[Opening Listed entries section]
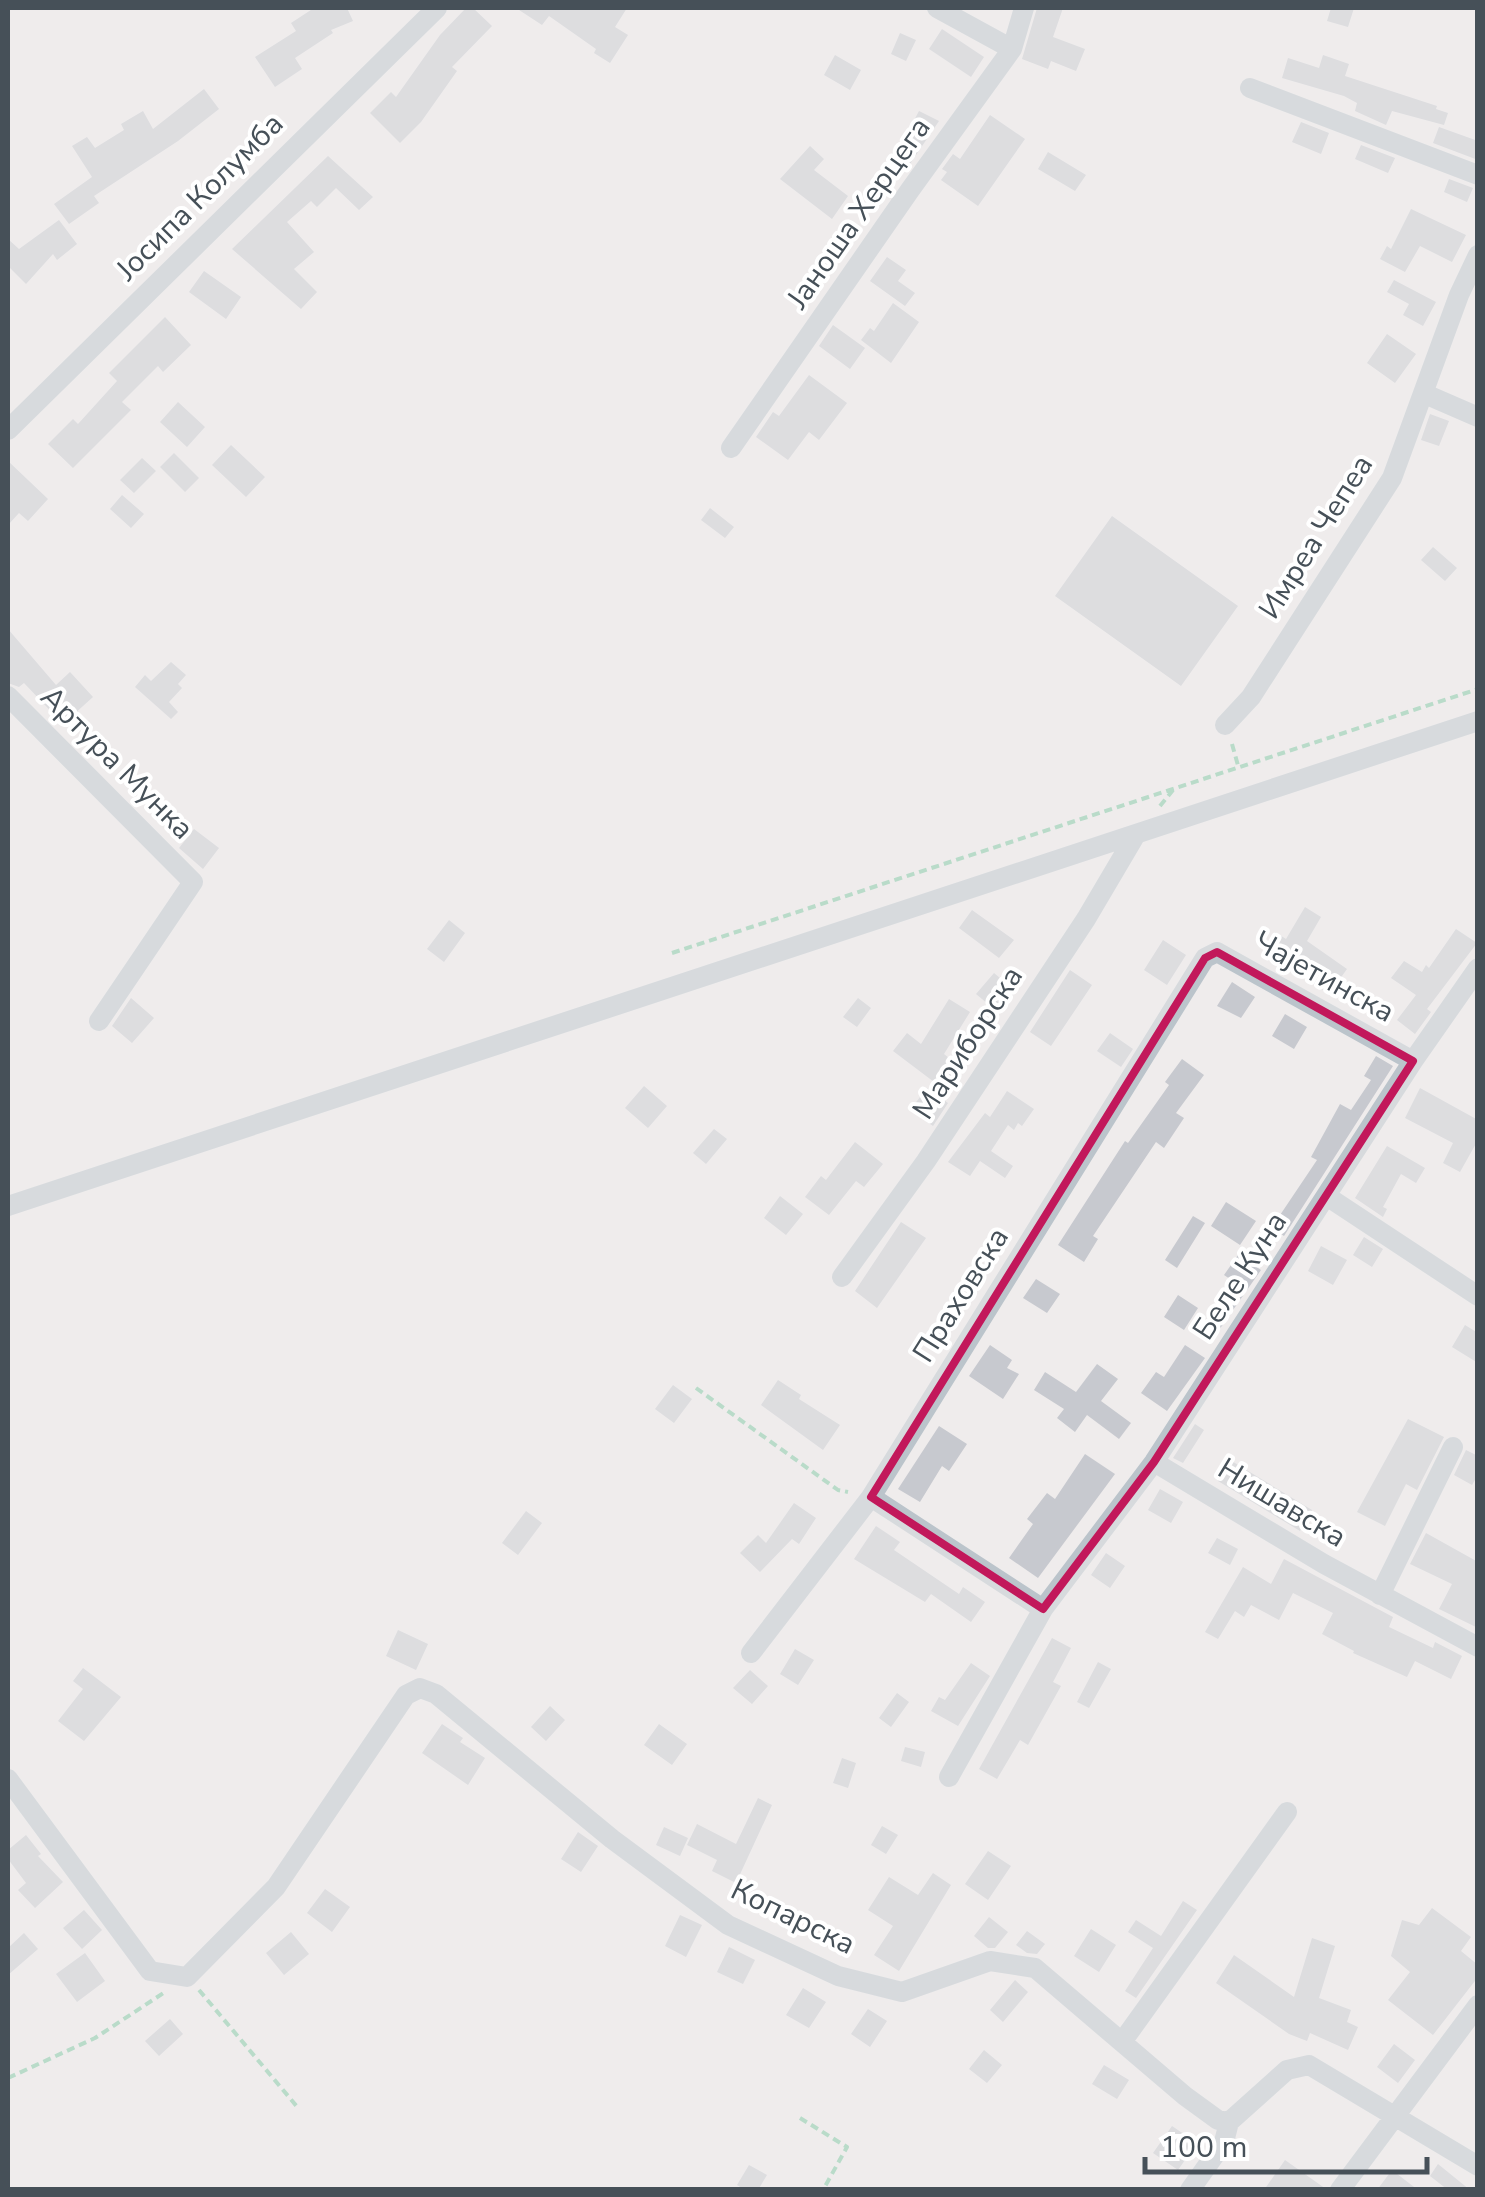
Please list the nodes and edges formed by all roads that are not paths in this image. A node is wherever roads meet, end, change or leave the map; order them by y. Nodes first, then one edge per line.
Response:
1 (438, 8) edge
2 (937, 8) edge
3 (1024, 8) edge
4 (1012, 49) junction
5 (1250, 88) dead end
6 (1478, 175) edge
7 (1478, 255) edge
8 (1425, 394) junction
9 (1478, 418) edge
10 (8, 430) edge
11 (731, 448) dead end
12 (8, 696) edge
13 (1478, 721) edge
14 (1225, 725) road end
15 (1134, 836) junction
16 (1206, 958) joint
17 (1478, 968) edge
18 (99, 1021) dead end
19 (1413, 1061) junction
20 (1328, 1197) junction
21 (8, 1206) edge
22 (842, 1277) dead end
23 (1478, 1296) edge
24 (1453, 1448) dead end
25 (1154, 1462) junction
26 (871, 1497) junction
27 (1380, 1595) junction
28 (1043, 1609) junction
29 (1478, 1647) edge
30 (751, 1653) dead end
31 (949, 1777) dead end
32 (8, 1779) edge
33 (1286, 1812) dead end
34 (1478, 2006) edge
35 (1122, 2042) junction
36 (1398, 2116) junction
37 (1229, 2122) junction
38 (1478, 2166) edge
39 (1190, 2190) edge
40 (1340, 2190) edge

1 - 10 street, Јосипа Колумба
2 - 4 street
3 - 4 street, Јаноша Херцега
4 - 11 street, Јаноша Херцега
5 - 6 street
7 - 8 street, Имреа Чепеа
8 - 9 street
8 - 14 street, Имреа Чепеа
12 - 18 street, Артура Мунка
13 - 15 street
15 - 21 street
15 - 22 street, Мариборска
16 - 19 street, Чајетинска
16 - 26 street, Праховска
17 - 19 street, Беле Куна
19 - 20 street, Беле Куна
20 - 23 street
20 - 25 street, Беле Куна
24 - 27 street
25 - 27 street, Нишавска
25 - 28 street, Беле Куна
26 - 28 street
26 - 30 street, Праховска
27 - 29 street, Нишавска
28 - 31 street, Беле Куна
32 - 35 street, Копарска
33 - 35 street
34 - 36 street
35 - 37 street, Копарска
36 - 37 street
36 - 38 street
36 - 40 street
37 - 39 street

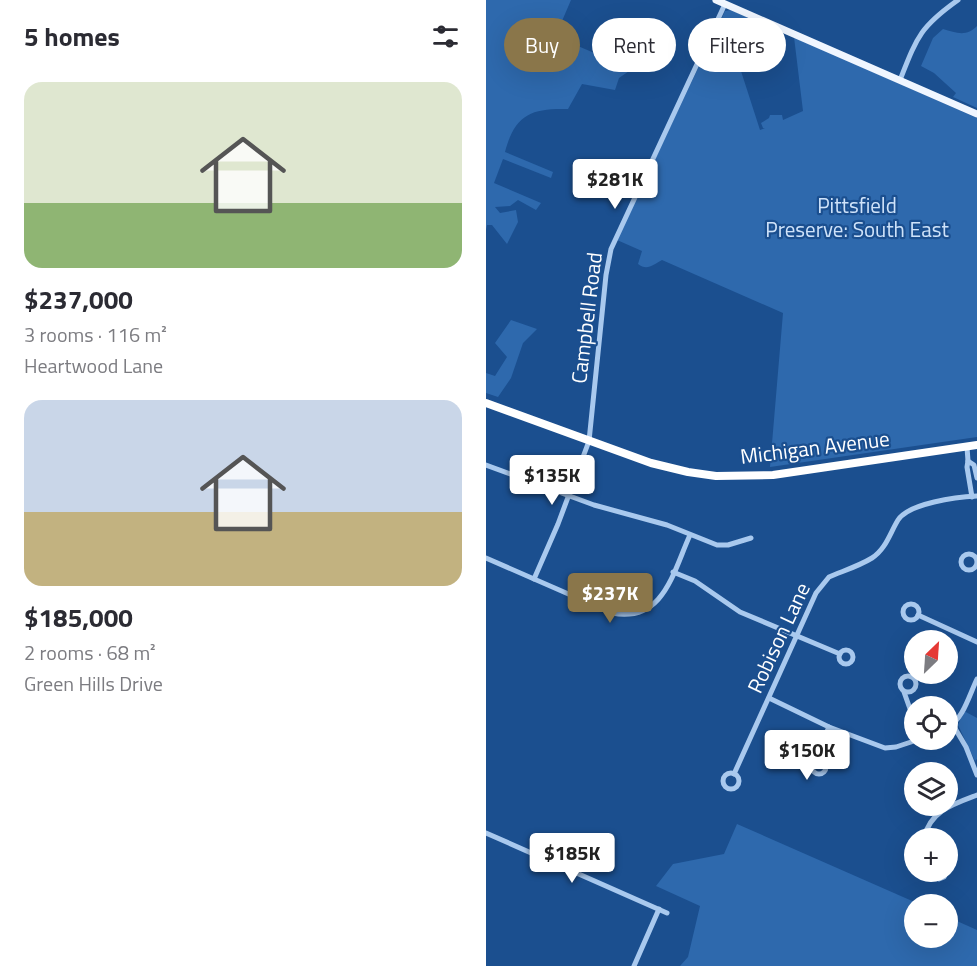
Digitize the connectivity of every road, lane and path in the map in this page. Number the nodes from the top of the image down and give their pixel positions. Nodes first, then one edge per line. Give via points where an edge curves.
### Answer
[Closing Listed entries section]
What needs to be done: Check each line above for the string "Nodes" and return those that contain it.

Answer space:
Please list the nodes and edges formed by all roads that are not paths in this image. A node is wherever roads meet, end, change or leave the map; order them by y. Nodes first, then one edge per line.
Digitize the connectivity of every road, lane and path in the map in this page. Number the nodes from the top of the image down and give their pixel positions. Nodes first, then one edge per line. Give via points where an edge curves.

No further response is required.